Following weeks of rumors that M&A talks were afoot, CommScope announced Thursday that it will acquire Arris for $31.75 per share, or a total price of roughly $7.4 billion, including a repayment of debt. (See CommScope to Buy Arris for $7.4B.)
Tied in, The Carlyle Group will re-establish its ownership position in CommScope Inc. with a minority investment of $1 billion.
CNBC reported yesterday that the two were close to finalizing the deal, but had the price much lower -- in the neighborhood of $5.6 billion.
The tally in the announced deal represents a premium of about 27% to the volume-weighted average closing price of Arris Group Inc. (Nasdaq: ARRS)'s common stock for the 30 trading days ended October 30, 2018, the day prior to rumors indicating that the companies were in M&A talks. (See CommScope, Arris Nearing $5.6B Deal – Report and CommScope in Talks to Buy Arris – Report.)
Update: Investors reacted quickly to the announcement. CommScope shares were down $2.88, or 11.76%, to $21.61 each in pre-market trading Thursday. Arris shares were up $3.08, or 11.08%, to $30.87 each in pre-market trading today.
The deal, which brings another level of consolidation to the cable, telecom and wireless product market, will create a technology behemoth that will see its addressable market double to more than $60 billion, the companies said. Areas of focus include "converged small cell" products for licensed and unlicensed spectrum, wired and wireless communications infrastructure, private network products for enterprise customers and public venues, and a line-up of connected/smart home solutions.
In justifying a merger designed to scale up a wireline and wireless portfolio with an eye fixed on the 5G era, the companies claim that they'll be able to generate about $1 billion in cash flow from operations and be more than 30% accretive to adjusted earnings per share in the first full year after closing, and produce annual cost synergies of more than $150 million within three years.
The merger, on a pro forma basis, will create a company with about $11.3 billion in revenue and adjusted EBITDA of roughly $1.8 billion, based on financials for the 12 months ended September 30, 2018. The combined company will also have 15,000 patents and about $800 million in average annual R&D spending.
The merger won't have much product overlap. Arris is primarily focused on consumer premises equipment (modems, gateways and set-tops), network and cloud (video and broadband infrastructure and software), and the enterprise market (via its recent acquisition of Ruckus Wireless and the ICX Switch business from Broadcom). (See Arris Completes Acquisition of Ruckus, ICX Switch Business.)
The companies have both been focused on the emerging, shared CBRS band. CommScope's Comsearch unit has developed a Spectrum Access System that ensures that licensed and unlicensed users in that CBRS band won't interfere with incumbent users. Arris, which has invested in another SAS company called Federated Wireless , has developed a line-up of CBRS products. (See Arris Hangs Hat on CBRS.)

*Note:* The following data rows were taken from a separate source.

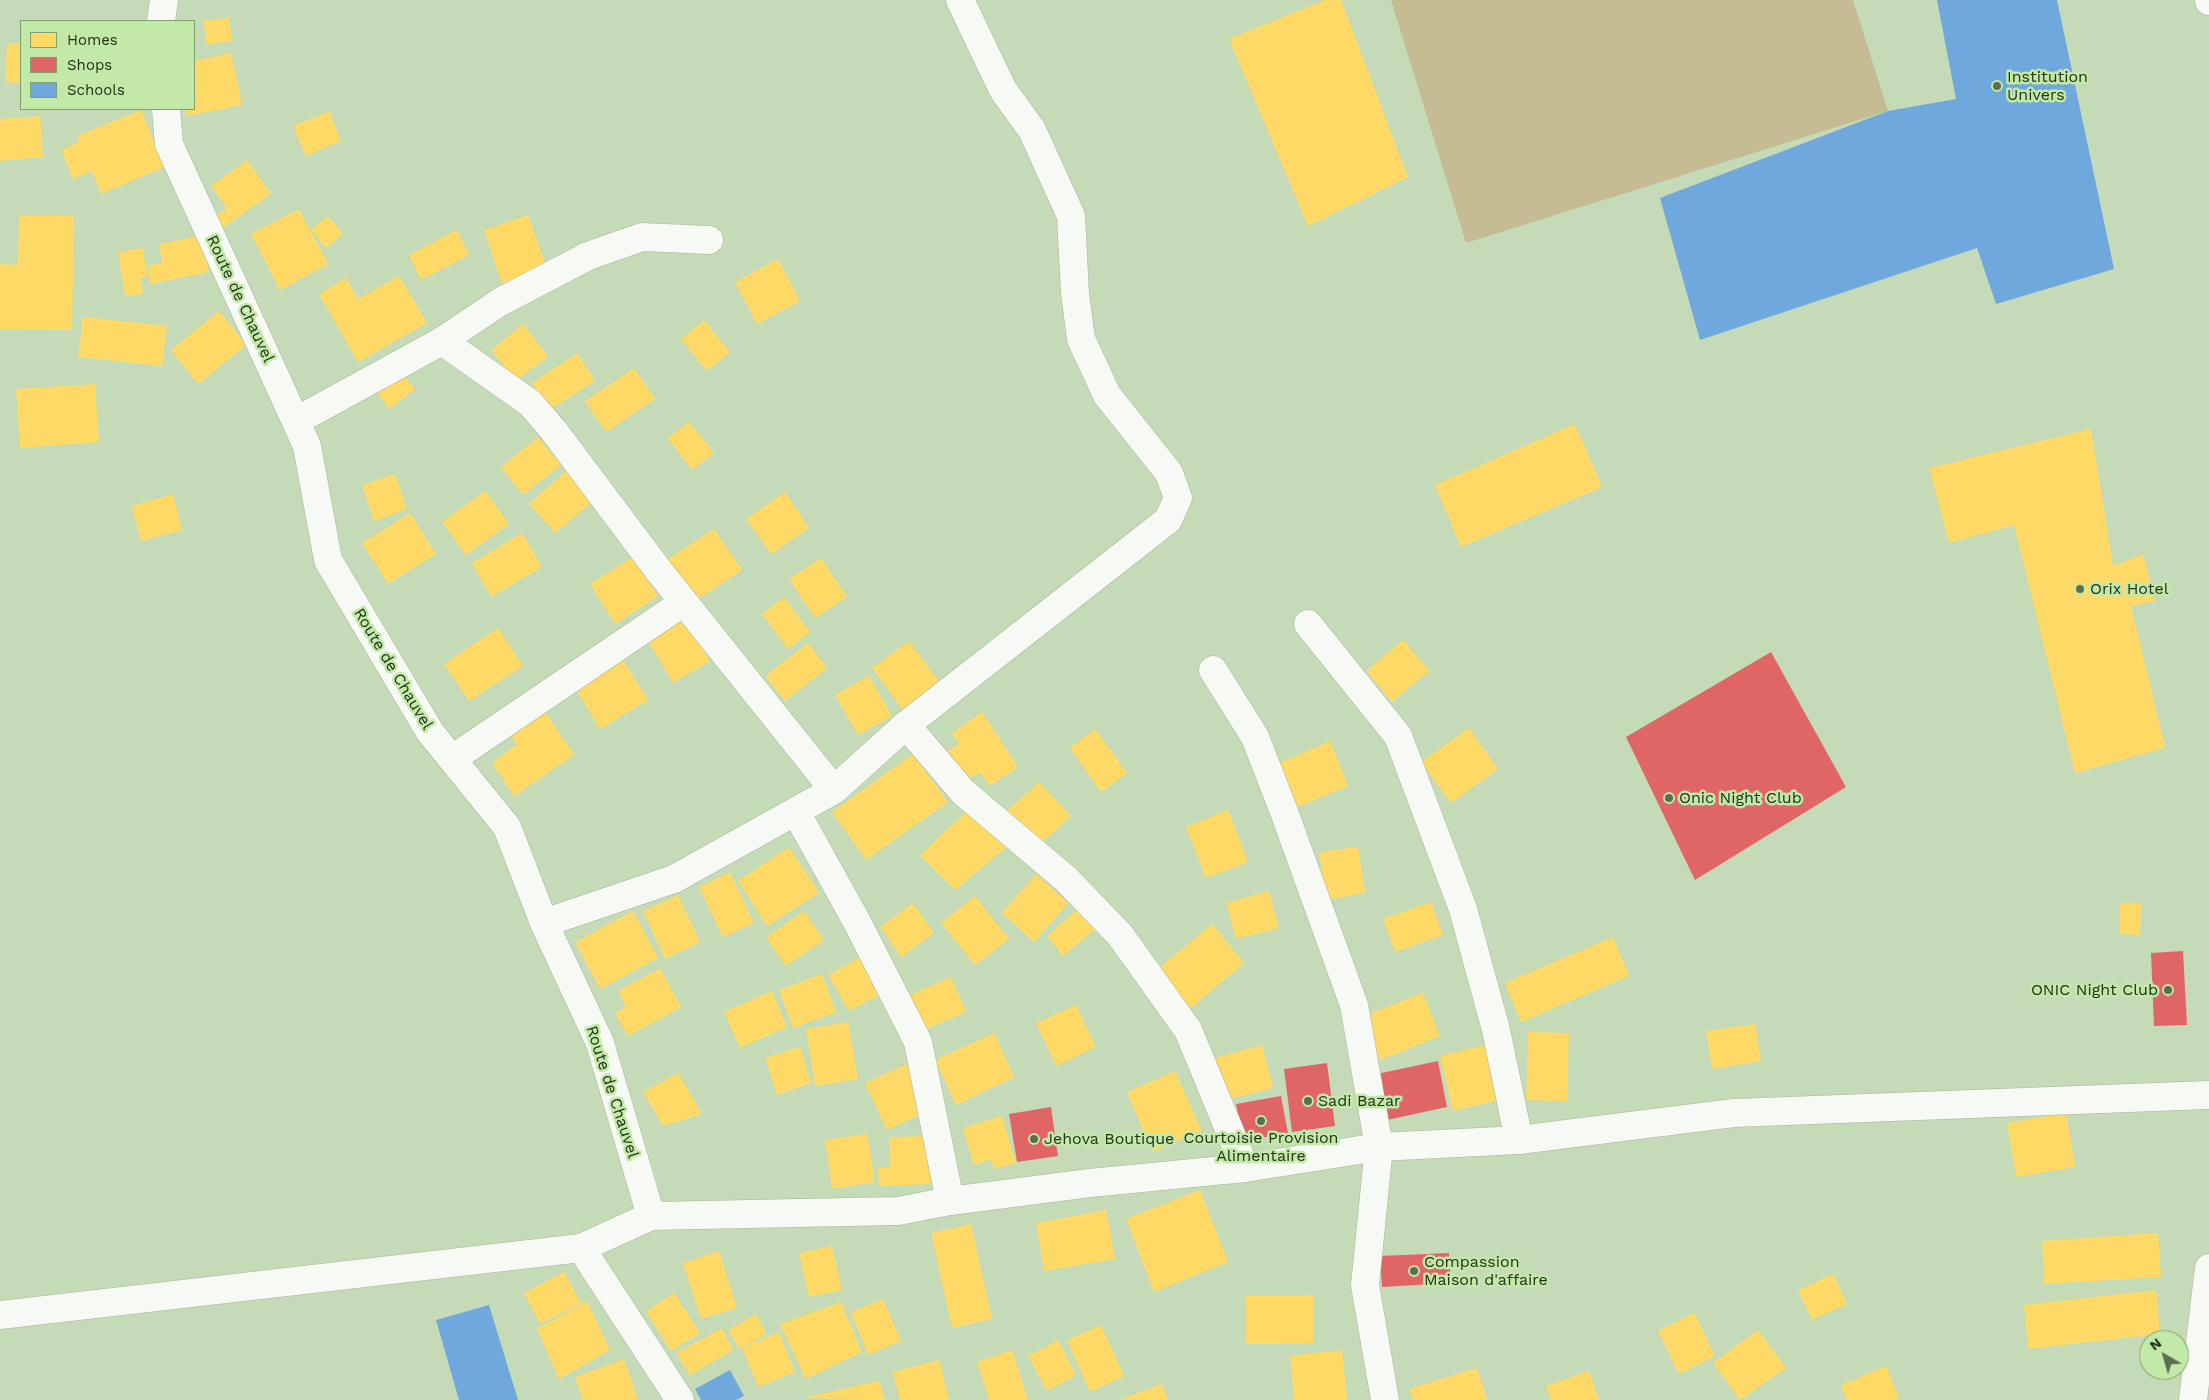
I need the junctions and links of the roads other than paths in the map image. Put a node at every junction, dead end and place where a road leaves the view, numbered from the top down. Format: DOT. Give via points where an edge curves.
graph roads {
  1 [pos="164,0"];
  2 [pos="960,0"];
  3 [pos="161,20"];
  4 [pos="166,110"];
  5 [pos="709,240"];
  6 [pos="442,341"];
  7 [pos="296,421"];
  8 [pos="684,602"];
  9 [pos="1308,624"];
  10 [pos="1213,670"];
  11 [pos="906,724"];
  12 [pos="452,759"];
  13 [pos="834,790"];
  14 [pos="796,812"];
  15 [pos="544,923"];
  16 [pos="2209,1095"];
  17 [pos="1519,1140"];
  18 [pos="1379,1147"];
  19 [pos="1245,1168"];
  20 [pos="950,1201"];
  21 [pos="651,1216"];
  22 [pos="581,1248"];
  23 [pos="2209,1268"];
  24 [pos="0,1315"];
  25 [pos="680,1400"];
  26 [pos="1385,1400"];
  27 [pos="2193,1400"];
  1 -- 3 [label="street"];
  2 -- 11 [label="street" via="1003,90 1032,130 1071,216 1081,339 1107,395 1169,473 1178,498 1168,520"];
  4 -- 7 [label="street, Route de Chauvel" via="169,144"];
  5 -- 6 [label="street" via="642,237 588,256 500,302"];
  6 -- 7 [label="street"];
  6 -- 8 [label="street" via="530,403"];
  7 -- 12 [label="street, Route de Chauvel" via="307,446 328,560 430,732"];
  8 -- 12 [label="street"];
  8 -- 13 [label="street"];
  9 -- 17 [label="street" via="1398,736 1463,908 1496,1030"];
  10 -- 18 [label="street" via="1254,737 1354,1005"];
  11 -- 13 [label="street"];
  11 -- 19 [label="street" via="963,792 1066,879 1120,935 1188,1030"];
  12 -- 15 [label="street, Route de Chauvel" via="507,827"];
  13 -- 14 [label="street"];
  14 -- 15 [label="street" via="674,879"];
  14 -- 20 [label="street" via="918,1042"];
  15 -- 21 [label="street, Route de Chauvel" via="600,1044"];
  16 -- 17 [label="street" via="1734,1113"];
  17 -- 18 [label="street"];
  18 -- 19 [label="street"];
  18 -- 26 [label="street" via="1366,1285"];
  19 -- 20 [label="street"];
  20 -- 21 [label="street" via="898,1210"];
  21 -- 22 [label="street"];
  22 -- 24 [label="street"];
  22 -- 25 [label="street"];
  23 -- 27 [label="street"];
}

In a statement, Eddie Edwards, president and CEO of CommScope, said a merger, which will tie together complementary assets for wired and wireless infrastructure, presented the "best path forward" with respect to growth and shareholder returns.

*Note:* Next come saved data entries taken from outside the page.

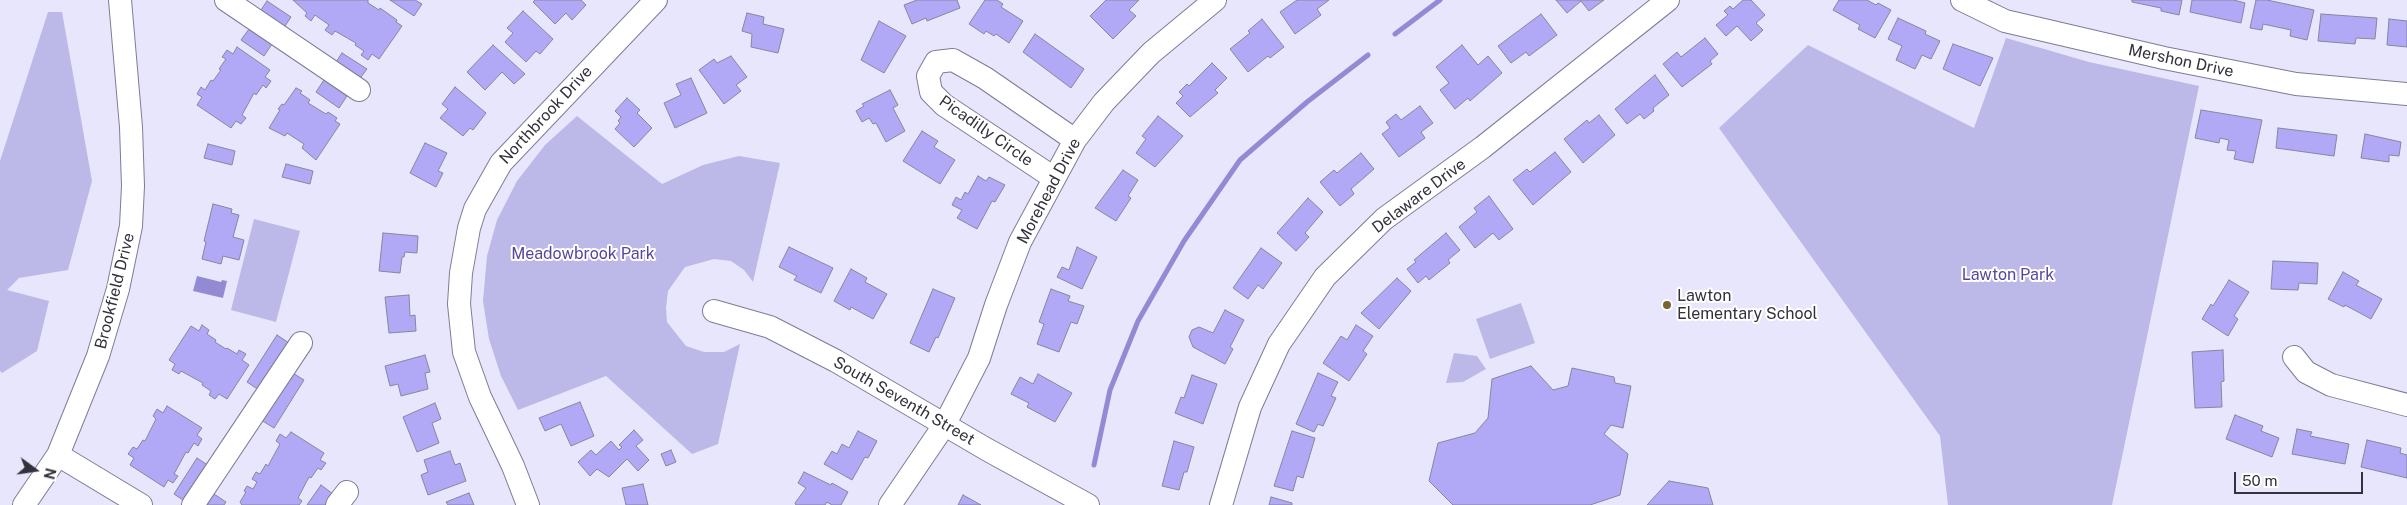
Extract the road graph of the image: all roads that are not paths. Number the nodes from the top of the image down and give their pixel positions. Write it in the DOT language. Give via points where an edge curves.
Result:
graph roads {
  1 [pos="120,0"];
  2 [pos="226,0"];
  3 [pos="656,0"];
  4 [pos="1215,0"];
  5 [pos="1668,0"];
  6 [pos="1962,0"];
  7 [pos="358,90"];
  8 [pos="2407,94"];
  9 [pos="1075,140"];
  10 [pos="1054,178"];
  11 [pos="714,311"];
  12 [pos="301,343"];
  13 [pos="2294,357"];
  14 [pos="2407,405"];
  15 [pos="945,424"];
  16 [pos="58,455"];
  17 [pos="24,505"];
  18 [pos="141,505"];
  19 [pos="193,505"];
  20 [pos="528,505"];
  21 [pos="890,505"];
  22 [pos="1088,505"];
  23 [pos="1221,505"];
  1 -- 16 [label="street, Brookfield Drive" via="131,127 131,226 118,289 98,356"];
  2 -- 7 [label="street"];
  3 -- 20 [label="street, Northbrook Drive" via="501,163 469,228 459,304 464,352 480,397"];
  4 -- 9 [label="street, Morehead Drive" via="1151,52 1104,102"];
  5 -- 23 [label="street, Delaware Drive" via="1484,147 1384,220 1324,277 1280,344 1250,408"];
  6 -- 8 [label="street, Mershon Drive" via="2006,21 2164,58 2296,84"];
  9 -- 10 [label="street, Morehead Drive"];
  9 -- 10 [label="street, Picadilly Circle" via="953,60 936,62 928,76 931,92 944,105"];
  10 -- 15 [label="street, Morehead Drive" via="1020,242 979,358"];
  11 -- 15 [label="street, South Seventh Street" via="770,327"];
  12 -- 19 [label="street"];
  13 -- 14 [label="street" via="2306,372 2331,386"];
  15 -- 21 [label="street, Morehead Drive"];
  15 -- 22 [label="street, South Seventh Street"];
  16 -- 17 [label="street, Brookfield Drive"];
  16 -- 18 [label="street"];
}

Arris CEO Bruce McClelland called CommScope an "ideal partner," noting that it provides "immediate and substantial cash value to our shareholders."
Following the close, expected in the first half of 2019, Edwards will remain president and CEO of CommScope, and McClelland and other members of the Arris leadership team will join the combined company. CommScope will stay headquartered in Hickory, N.C., and the company will "maintain a significant presence" in Suwanee, Ga. -- Arris's current corporate headquarters.